Each of the methods disclosed herein comprises one or more steps or actions for achieving the described method. The method steps and/or actions may be interchanged with one another and/or combined into a single step without departing from the scope of the claims. In other words, unless a specific order of steps or actions is required for proper operation of the method that is being described, the order and/or use of specific steps and/or actions may be modified without departing from the scope of the claims.
It is to be understood that the claims are not limited to the precise configuration and components illustrated above. Various modifications, changes and variations may be made in the arrangement, operation and details of the systems, methods, and apparatus described herein without departing from the scope of the claims.
Claims
1. A system for collaborative video processing, comprising:
- a content server hosting video content, said video content comprising one or more high resolution videos;
- a user client;
- said user client configured to send a request for video content to the content server, comprising a video decoder and a learned resolution scaling module; said request including a request for a high resolution video
- said content server comprising an optional down-sampling module configured to downscale the high resolution video requested by the user client to a low resolution video at a downscaling factor, a video encoder configured to encode the low resolution video into a bit stream having a bitrate, said bit stream is encapsulated and transmitted to the user client, said downscaling factor is included in metadata of said bit stream;
- wherein upon receiving the bit stream, the user client decodes the bit stream into video frames using the video decoder and upscale said video frames into a high resolution video using said learned resolution scaling module, wherein said learned resolution scaling module comprising one or more convolutional neural models.

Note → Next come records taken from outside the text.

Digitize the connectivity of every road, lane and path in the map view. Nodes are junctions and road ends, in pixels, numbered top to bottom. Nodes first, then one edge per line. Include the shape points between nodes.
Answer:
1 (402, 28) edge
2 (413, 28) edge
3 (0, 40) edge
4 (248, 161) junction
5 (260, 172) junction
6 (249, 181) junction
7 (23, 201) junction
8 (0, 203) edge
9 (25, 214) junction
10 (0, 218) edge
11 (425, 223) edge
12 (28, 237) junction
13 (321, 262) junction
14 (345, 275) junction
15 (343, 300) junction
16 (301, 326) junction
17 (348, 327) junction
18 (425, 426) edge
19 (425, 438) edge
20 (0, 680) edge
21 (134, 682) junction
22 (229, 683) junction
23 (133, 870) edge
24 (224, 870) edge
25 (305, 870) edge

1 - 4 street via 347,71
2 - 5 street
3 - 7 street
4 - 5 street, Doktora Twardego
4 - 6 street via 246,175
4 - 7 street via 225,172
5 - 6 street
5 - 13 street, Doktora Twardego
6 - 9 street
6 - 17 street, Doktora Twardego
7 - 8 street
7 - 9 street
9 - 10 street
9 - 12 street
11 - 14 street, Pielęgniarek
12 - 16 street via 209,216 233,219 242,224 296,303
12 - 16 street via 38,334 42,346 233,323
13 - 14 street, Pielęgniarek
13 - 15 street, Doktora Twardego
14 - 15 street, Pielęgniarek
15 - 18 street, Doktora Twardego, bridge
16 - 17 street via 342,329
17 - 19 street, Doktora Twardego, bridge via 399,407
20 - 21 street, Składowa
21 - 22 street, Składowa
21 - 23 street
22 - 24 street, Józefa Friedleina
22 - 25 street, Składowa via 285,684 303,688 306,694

2. The system of claim 1 further comprising a device configured to capture a low resolution video as video content, said device including a camera or a graphical rendering device.
3. The system of claim 1, wherein different video content are downscaled using different downscaling factor and encoded into bit streams having different bit rates.
4. The system of claim 1, wherein the video encoder encodes the low resolution video using one or more compression parameters, wherein said one or more compression parameters including quantization parameters.
5. The system of claim 1, wherein said convolutional neural models are trained in a predefined order and using one or more training datasets, said training datasets comprising patches cropped from the video frames and the high resolution video, said predefined order is progressive starting from a low bitrate to a higher bitrate.
6. The system of claim 5, where said convolutional neural models are trained in the content server and the trained conventional neural models are transmitted to the user client
7. The system of claim 6, when the bitrate or resolution of the video content changes, the user client is configured to change the convolutional neural model used for upscaling the video frames.